We explained yesterday how Bernanke's actions had left the Fed's "credibility in tatters," and further the double-bind that they are stuck with. Following Bullard's comments earlier that a Taper decision is close, Esther George (admittedly a hawk) has come out fighting.

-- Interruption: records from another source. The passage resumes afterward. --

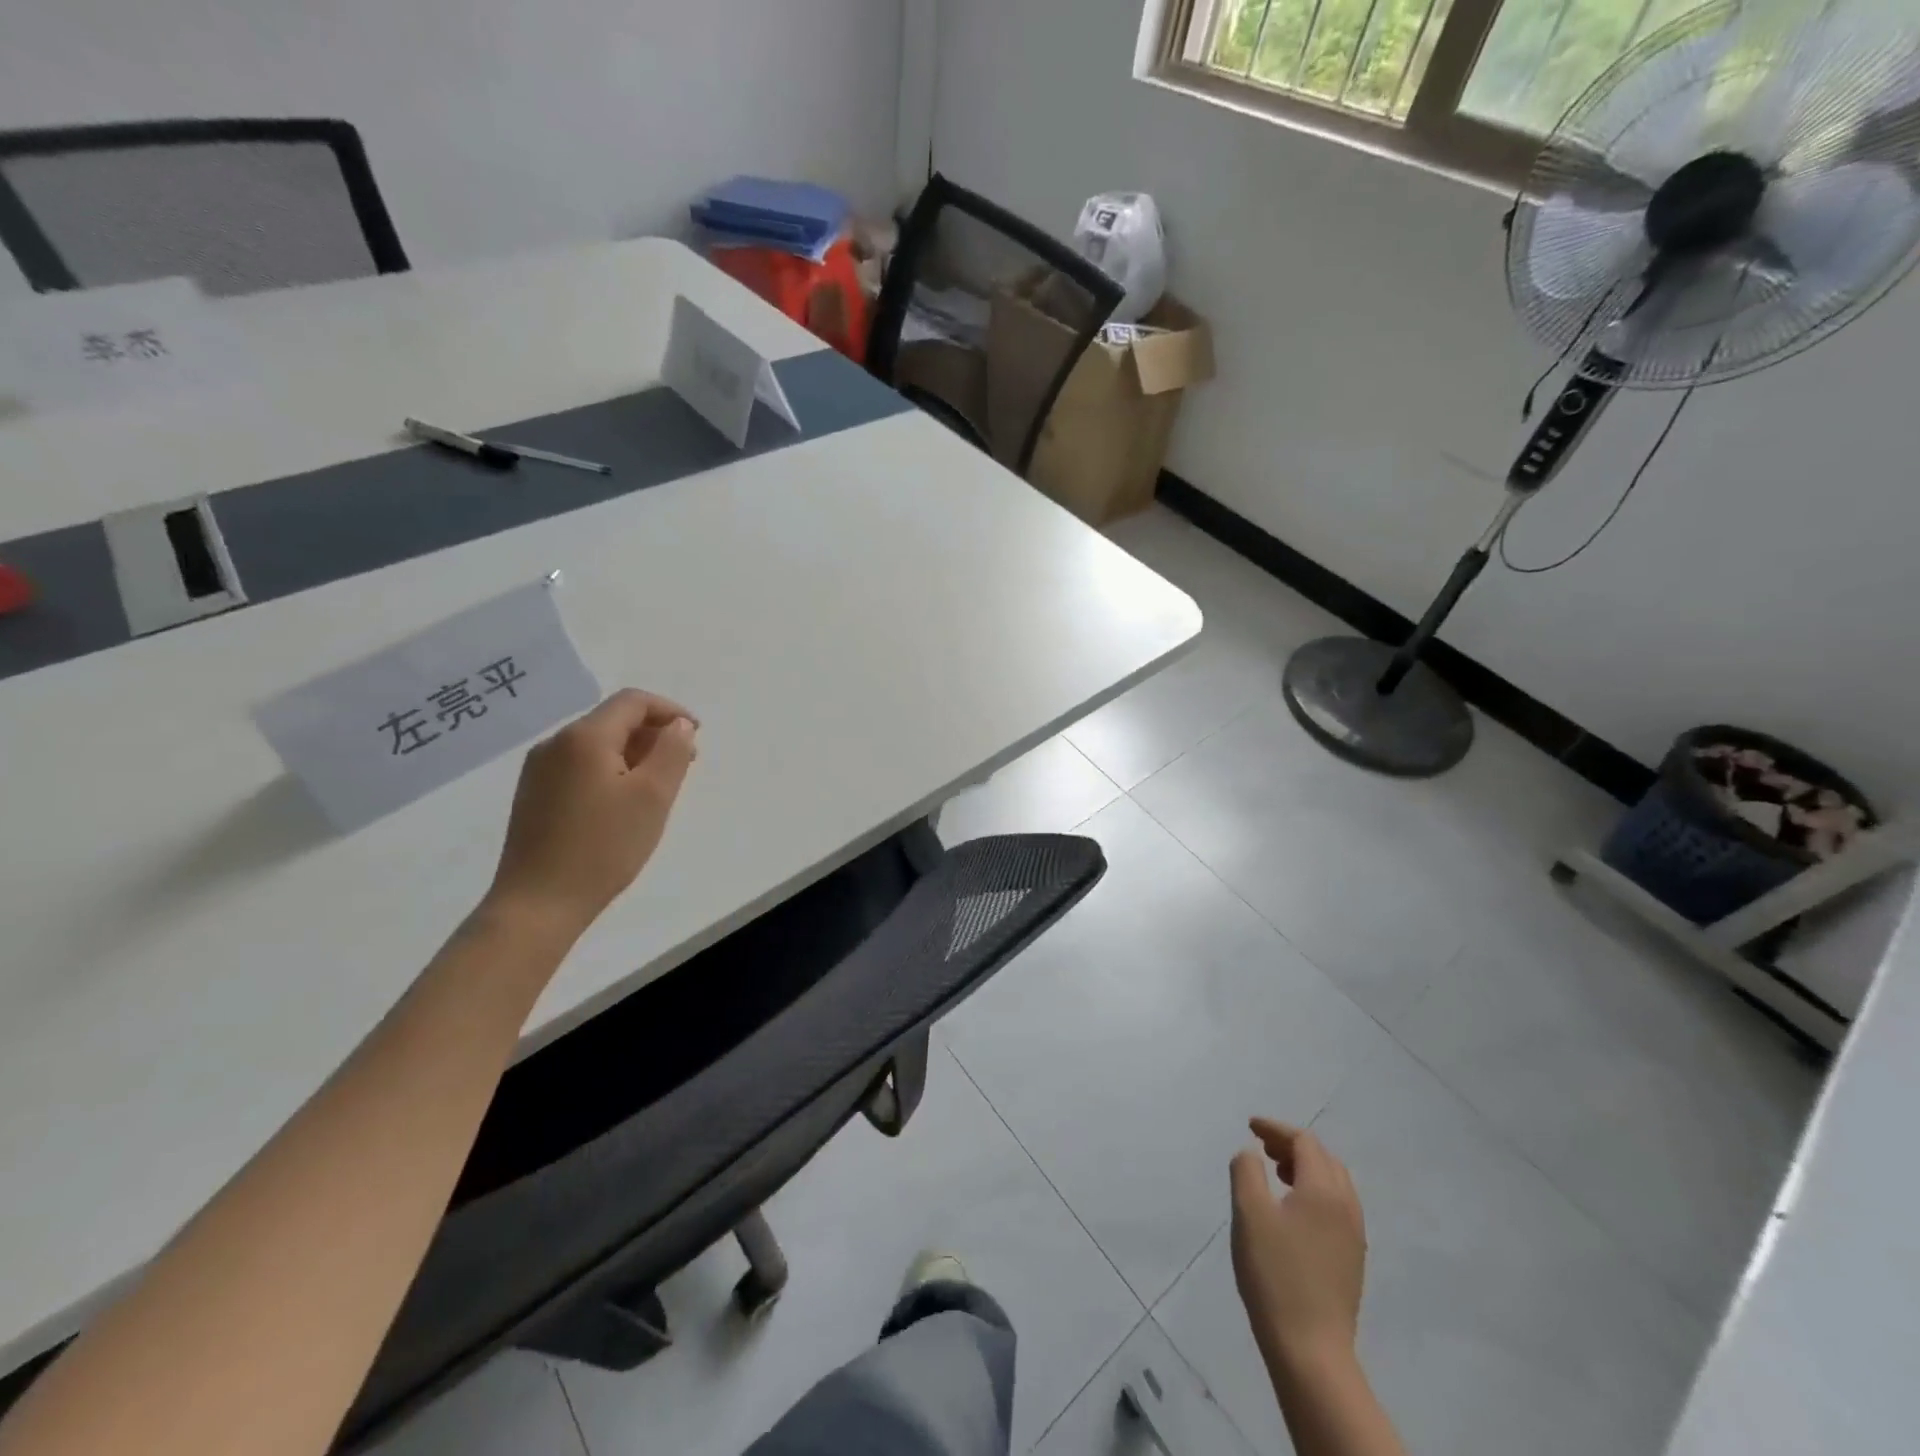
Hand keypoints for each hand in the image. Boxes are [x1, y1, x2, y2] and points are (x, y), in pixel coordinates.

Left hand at [483, 689, 699, 941]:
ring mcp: (539, 770)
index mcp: (584, 737)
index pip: (633, 701)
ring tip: (659, 787)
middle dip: (654, 734)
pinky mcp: (534, 795)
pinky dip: (611, 770)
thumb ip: (672, 752)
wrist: (538, 904)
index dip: (670, 711)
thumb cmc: (603, 847)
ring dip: (634, 754)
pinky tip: (624, 803)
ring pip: (597, 745)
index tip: (697, 736)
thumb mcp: (653, 796)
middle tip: (685, 765)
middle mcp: (555, 744)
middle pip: (613, 720)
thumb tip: (678, 725)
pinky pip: (581, 766)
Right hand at [1230, 1118, 1366, 1374]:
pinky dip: (1315, 1191)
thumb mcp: (1248, 1213)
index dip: (1276, 1129)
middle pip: (1324, 1159)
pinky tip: (1293, 1209)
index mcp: (1323, 1190)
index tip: (1249, 1126)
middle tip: (1261, 1146)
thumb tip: (1251, 1153)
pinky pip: (1337, 1206)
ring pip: (1334, 1183)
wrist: (1311, 1349)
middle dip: (1292, 1145)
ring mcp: (1354, 1236)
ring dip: (1305, 1168)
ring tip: (1276, 1174)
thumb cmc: (1275, 1274)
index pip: (1304, 1142)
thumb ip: (1246, 1171)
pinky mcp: (1352, 1259)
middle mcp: (1346, 1206)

Warning that the Fed "risks confusing the message on when it will taper versus end QE3," she cites lower unemployment and "sufficiently positive data" to warrant a reduced pace of QE. But here concluding remarks are key:
- GEORGE: FED WILL NEED CREDIBILITY, CLEAR COMMUNICATIONS TO ASK MARKETS TO TRUST ITS FORWARD GUIDANCE
- GEORGE: FED CREATED CONFUSION, DISCONNECT WITH MARKET EXPECTATIONS ON QE
- FED'S GEORGE: 'COSTLY STEPS' WERE TAKEN, INCLUDING FED COMMUNICATIONS, TO PREPARE MARKETS FOR CHANGE TO QE3
Crucially though, and perhaps explaining why they decided not to taper, she explains that "sometimes the markets get it wrong; FOMC cannot let markets dictate policy." So there it is - the Fed decided the consensus was too large and decided to 'spank' investors by smashing stocks higher.